And if you will just loosen up that yoke just a little bit, if you’ll lighten our load just a little bit, they said to Rehoboam, we will serve you. I mean, that’s a great offer for a king. If you’ll just come in and you’ll just lighten our load a little bit, you can look like the magnanimous leader and the people will love you and the people will serve you and the people will give you their loyalty.

I mean, he’s been given, I would think, a great offer here. All I have to do is lighten up on you a little bit, and you’ll consider me a greater king than Solomon. And his answer to him in verse 5, he said unto them, depart yet for three days, and then come again to me.

And the people departed. He says, give me three days to think about it. I don’t know if that was common then, but that to me is an odd response.

Let me think about whether or not I want to be. . .

Let me think about whether I want to go easy on you or not. Yet the people left, and they had hope that Rehoboam would do the wise thing. And King Rehoboam consulted with the old men that stood before Solomon his father while he had yet lived, and said, How do you advise that I may answer this people?

And they spake unto him, saying, If thou wilt be a servant unto this people this day, and wilt serve them, and answer them, and speak good words to them, then they will be thy servants forever. As you would expect from the elders of the country, the older men who had served Solomon, they’d been around a day or two, they knew a thing or two, they gave him the wise counsel that, yes, if you’ll agree to what the people said, and you’ll be a kind king to them, and you’ll speak kindly to them, and you’ll be an encouragement to them, if you will just decide, I’m going to take care of my people, then they’ll be loyal to you. And so Rehoboam does what you would expect a young king to do.

He completely ignores what the elders of the country said. They’re old. They don’t know anything.

They don’t get how things are done now in the 930s. Get with the 30s, guys. He ignores the elder statesmen of Israel.

It says in verse 8, but he forsook the counsel of the old men which they had given him and consulted with the young men that were grown up with him and which stood before him. So forget all the collective wisdom of these older men who had served under Solomon, who knew how the kingdom was run, who knew the people who had a lot of wisdom under their belt. I’m going to go to the young know-it-alls I grew up with.

I’m going to ask them what they would do. And this is what a preacher friend of mine calls drinking deeply from a pool of ignorance. There are some groups that you stand in that you just don’t want to ask, what do you think about that?

Because God loves them, you’re not going to get a good answer. And I’m not saying that all young people are unwise. I’m just saying the way the Bible describes this, it was very apparent.

God had blessed him with this wisdom and these advisors, and instead he’s going to go ask the frat boys that he runs around with. I mean, that’s how I picture this when I read it. I’m going to go ask them what would they do.

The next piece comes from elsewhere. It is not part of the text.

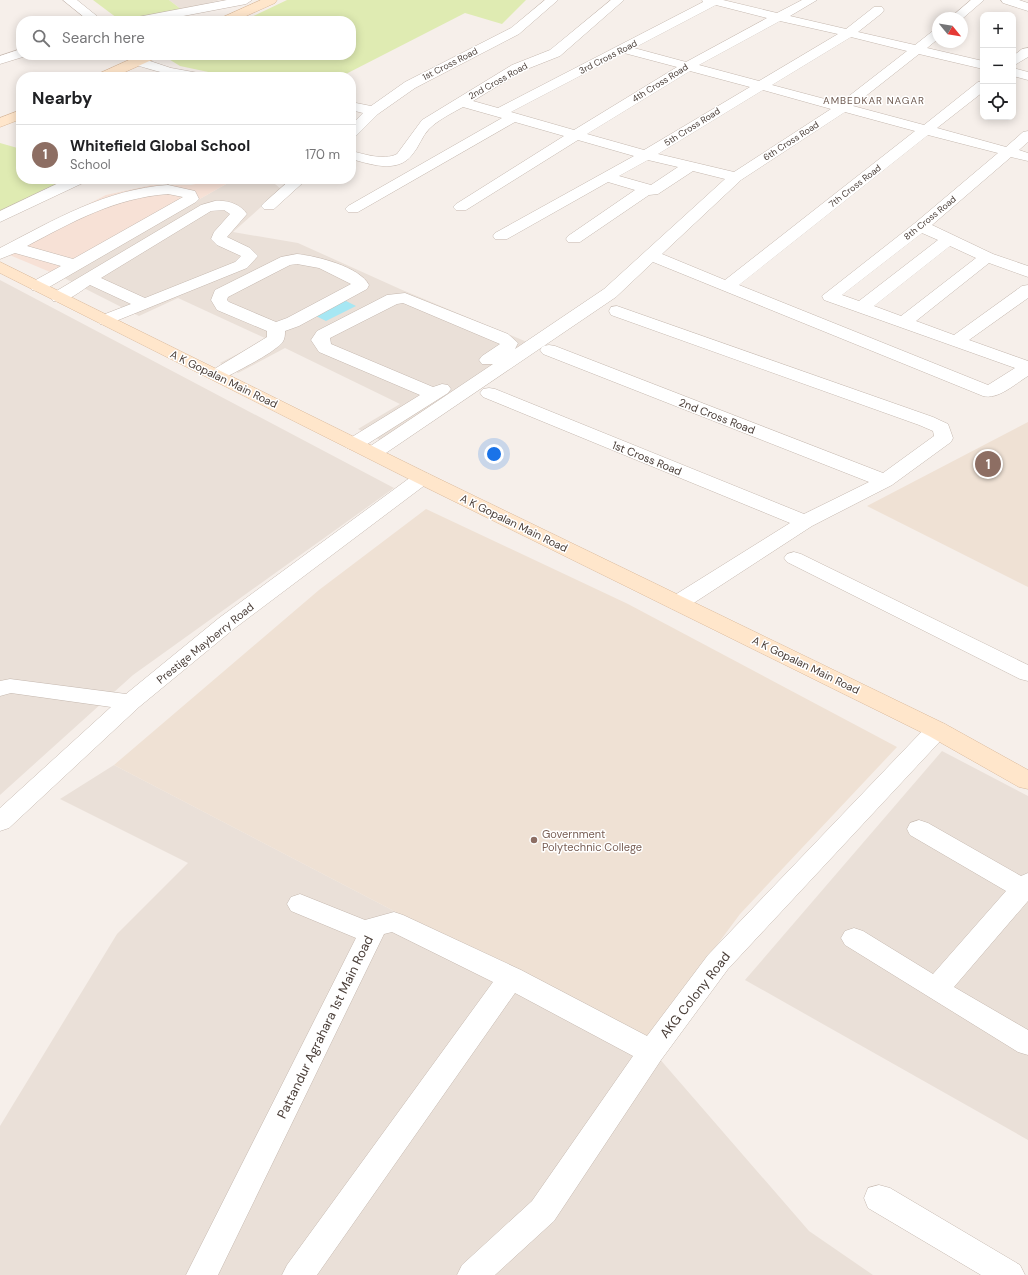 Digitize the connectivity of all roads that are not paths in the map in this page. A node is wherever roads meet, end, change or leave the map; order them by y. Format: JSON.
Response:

And he said unto them, verse 9, What counsel give ye that we may answer this people, who have spoken to me, saying, Make the yoke which my Father did put upon us lighter. And it’s interesting, I’ve just noticed here in verse 6, he asked the older men, What do you advise so that I can answer them? But when he’s talking to his young friends in verse 9, what counsel give you that we may answer this people?

See, in his mind, he’s already put distance between himself and the wisdom. You know, give me some advice, elders of Israel, give me some advice and then I’ll decide what to do with it. And then he sits down with his friends and says, what are we going to do?

See, he’s already made up his mind. He’s drawn them into the inner circle while he’s kept wisdom at arm’s length. He’s already made up his mind.

And the young men, verse 10, the young men that were grown up with him spake unto him, saying, Thus shalt thou speak unto this people that spake unto thee, saying, Thy father made our yoke heavy, but make thou it lighter unto us. Thus shalt thou say unto them, My fingers shall be thicker than my father’s loins. And now whereas my father did lay you with a heavy yoke, I will add to your yoke.

My father had chastised you with whips, but I will chastise you with scorpions. So a lot of wisdom there. Here’s what you go back and say to the people.

My father has been heavy handed with you. But you’re going to think his hands are heavy because my finger is going to be bigger to you than my father’s thigh. So in other words, the heavy hand that he’s used on you, my hand is a whole lot heavier.

He says, and you’ve asked me to lighten your yoke, I’m going to add to it. And my father punished you with whips, I’m going to punish you with scorpions. I don’t even want to speculate as to how you punish somebody with scorpions.

And I don’t want to speculate what kind of sick mind comes up with that idea. But he says, basically, oh, you thought my father was tough. You hadn’t seen tough yet.

Verse 12, so Jeroboam and all the people came to Rehoboam the third day as the king had appointed, saying, come to me again the third day. And the king answered the people roughly and forsook the old men’s counsel that they gave him, and spake to them after the counsel of the young men, saying, My father made your yoke heavy, and I will add to your yoke. My father also chastised you with whips, but I will chastise you with scorpions.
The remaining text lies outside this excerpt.